Hurricane Florence dominated headlines with tales of the catastrophic damage caused by winds, rain and flooding. Each of these elements unleashed by Mother Nature brought into focus the instability of different structures– trees, buildings, bridges and roads – when lashed by extreme conditions. If the foundation in any system isn’t strong enough to resist outside forces – even those much less powerful than a hurricane – we will witness instability or even the failure of that structure.
Tents are no different. Hopefully, your company doesn’t make a habit of leaving tents up in the middle of hurricanes, but your tent installation and its ultimate survivability against the conditions Mother Nature can dish out depends on the strength of its foundation. For tents, the underpinning of any strong foundation is the anchoring.
Whether you’re installing a pole tent or a frame tent, proper anchoring is vital. At TopTec Event Tents, we believe that staking is still the most efficient way to anchor a tent; and as a manufacturer, it’s the preferred method we teach at our annual Tent School training program. However, before the first stake goes into the ground, we recommend a thorough site survey. What are your ground conditions? Are they safe? How firm is the soil? Do you have the proper anchoring system in your inventory to securely stake this tent with all factors considered? Installers who fail to do a thorough check of the tent site could overlook an anchoring issue that could ultimately determine the success or failure of that installation.
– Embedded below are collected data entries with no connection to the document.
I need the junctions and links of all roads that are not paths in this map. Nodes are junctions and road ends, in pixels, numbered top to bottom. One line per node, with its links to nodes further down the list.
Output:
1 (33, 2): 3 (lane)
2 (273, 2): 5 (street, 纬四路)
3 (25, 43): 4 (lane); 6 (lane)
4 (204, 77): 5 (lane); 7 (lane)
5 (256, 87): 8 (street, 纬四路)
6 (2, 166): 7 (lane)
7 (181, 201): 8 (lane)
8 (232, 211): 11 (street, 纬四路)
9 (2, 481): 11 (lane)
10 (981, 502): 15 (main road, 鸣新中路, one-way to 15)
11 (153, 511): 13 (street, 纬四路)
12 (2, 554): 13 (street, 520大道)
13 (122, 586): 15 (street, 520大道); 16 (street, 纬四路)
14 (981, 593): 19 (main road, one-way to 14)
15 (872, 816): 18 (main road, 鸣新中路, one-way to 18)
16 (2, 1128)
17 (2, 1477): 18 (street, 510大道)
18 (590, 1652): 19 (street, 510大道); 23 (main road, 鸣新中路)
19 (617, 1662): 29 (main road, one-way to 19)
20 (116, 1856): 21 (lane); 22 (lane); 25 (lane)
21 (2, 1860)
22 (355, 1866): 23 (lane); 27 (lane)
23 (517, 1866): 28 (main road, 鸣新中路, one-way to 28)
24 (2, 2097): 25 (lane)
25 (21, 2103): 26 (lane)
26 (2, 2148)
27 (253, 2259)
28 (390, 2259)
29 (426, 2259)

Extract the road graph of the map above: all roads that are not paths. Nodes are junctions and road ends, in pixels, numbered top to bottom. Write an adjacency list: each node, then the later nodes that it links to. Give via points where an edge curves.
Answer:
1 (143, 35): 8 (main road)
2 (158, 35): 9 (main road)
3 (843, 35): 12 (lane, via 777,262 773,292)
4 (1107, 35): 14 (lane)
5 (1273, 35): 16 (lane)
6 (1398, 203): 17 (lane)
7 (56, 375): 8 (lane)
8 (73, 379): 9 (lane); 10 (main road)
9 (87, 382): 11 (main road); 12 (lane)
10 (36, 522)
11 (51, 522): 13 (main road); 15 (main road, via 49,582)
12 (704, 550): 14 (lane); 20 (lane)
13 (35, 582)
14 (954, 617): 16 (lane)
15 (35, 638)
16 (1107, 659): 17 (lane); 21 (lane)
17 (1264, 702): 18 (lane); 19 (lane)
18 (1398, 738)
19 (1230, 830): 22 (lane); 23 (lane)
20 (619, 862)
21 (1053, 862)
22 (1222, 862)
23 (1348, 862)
TopTec recommends stakes because they consume very little space, are quick to install, and have more holding power than two water barrels in average soil. Data from scientific studies conducted over many years, shows that a 1”x40” stake will hold approximately 1,000 pounds in average soil. In recent years, alternative anchoring methods have been a hot topic including ballasting and the iconic water barrels. Ballasting is an effective way of anchoring a frame tent, but what looks like a lot of weight, may not be enough for even a sudden strong gust of wind during an unexpected summer storm. Water barrels have been used for years, and although there is an appropriate number of barrels for any installation, we often see tents where the necessary number of water barrels have been sacrificed to improve site aesthetics. In adverse weather, the structural integrity of tents without adequate support could fail.
Your tent manufacturer should be able to tell you the anchor pounds required for any of their tents. As the installer, you would then be responsible for determining the holding capacity of the soil and calculate the proper number of stakes for that site and soil conditions. If the tent requires more anchoring pounds than a single stake will hold, other methods should be used to increase the holding power of the stakes. Often, dealers rely on gang staking – using multiple stakes that act together – with stake bars for added stability.
Installers attending TopTec’s Tent School in December can learn about a wide variety of staking methods and witness a stake pullout study using a tow truck as Mother Nature. A dynamometer is used to gather the data from the tensions achieved. Attendees can then compare the efficacy of a variety of staking systems and what represents failure in each.
The Industrial Fabrics Association commissioned a study on staking years ago and have a verifiable method for determining the holding capacity of the soil an installer finds on any given tent site. Their manual, IFAI Procedural Handbook For The Safe Installation and Maintenance of Tentage is one we recommend to all tent companies. You can contact the IFAI Tent Rental Division for a copy of this manual.